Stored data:
┏━━

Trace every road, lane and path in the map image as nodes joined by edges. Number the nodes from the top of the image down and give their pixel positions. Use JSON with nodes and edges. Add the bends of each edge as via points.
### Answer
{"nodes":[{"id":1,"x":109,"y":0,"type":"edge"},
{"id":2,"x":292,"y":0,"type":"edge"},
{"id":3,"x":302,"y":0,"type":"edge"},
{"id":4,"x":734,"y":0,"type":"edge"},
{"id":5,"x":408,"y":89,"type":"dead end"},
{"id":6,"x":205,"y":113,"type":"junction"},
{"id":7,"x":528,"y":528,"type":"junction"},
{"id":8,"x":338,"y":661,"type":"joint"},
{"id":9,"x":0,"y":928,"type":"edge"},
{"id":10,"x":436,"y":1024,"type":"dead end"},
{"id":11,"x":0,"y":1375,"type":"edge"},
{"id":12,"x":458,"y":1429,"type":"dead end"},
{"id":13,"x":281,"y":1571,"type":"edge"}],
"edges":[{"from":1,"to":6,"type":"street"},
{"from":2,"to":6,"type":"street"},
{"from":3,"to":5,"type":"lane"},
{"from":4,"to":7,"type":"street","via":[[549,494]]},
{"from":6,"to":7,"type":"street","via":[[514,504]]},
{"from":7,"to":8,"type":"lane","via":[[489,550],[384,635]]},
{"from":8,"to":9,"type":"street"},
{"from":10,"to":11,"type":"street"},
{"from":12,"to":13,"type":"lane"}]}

┗━━

Send back all of the entries exactly, with nothing missing.

- **EXERCISE SOLUTION**:
Trace every road, lane and path in the map image as nodes joined by edges. Number the nodes from the top of the image down and give their pixel positions. Use JSON with nodes and edges. Add the bends of each edge as via points.
### Answer
{"nodes":[{"id":1,"x":109,"y":0,"type":"edge"},
{"id":2,"x":292,"y":0,"type":"edge"},
{"id":3,"x":302,"y":0,"type":"edge"},
{"id":4,"x":734,"y":0,"type":"edge"},
{"id":5,"x":408,"y":89,"type":"dead end"},
{"id":6,"x":205,"y":113,"type":"junction"},
{"id":7,"x":528,"y":528,"type":"junction"},
{"id":8,"x":338,"y":661,"type":"joint"},
{"id":9,"x":0,"y":928,"type":"edge"},
{"id":10,"x":436,"y":1024,"type":"dead end"},
{"id":11,"x":0,"y":1375,"type":"edge"},
{"id":12,"x":458,"y":1429,"type":"dead end"},
{"id":13,"x":281,"y":1571,"type":"edge"}],
"edges":[{"from":1,"to":6,"type":"street"},
{"from":2,"to":6,"type":"street"},
{"from":3,"to":5,"type":"lane"},
{"from":4,"to":7,"type":"street","via":[[549,494]]},
{"from":6,"to":7,"type":"street","via":[[514,504]]},
{"from":7,"to":8,"type":"lane","via":[[489,550],[384,635]]},
{"from":8,"to":9,"type":"street"},
{"from":10,"to":11,"type":"street"},
{"from":12,"to":13,"type":"lane"}]}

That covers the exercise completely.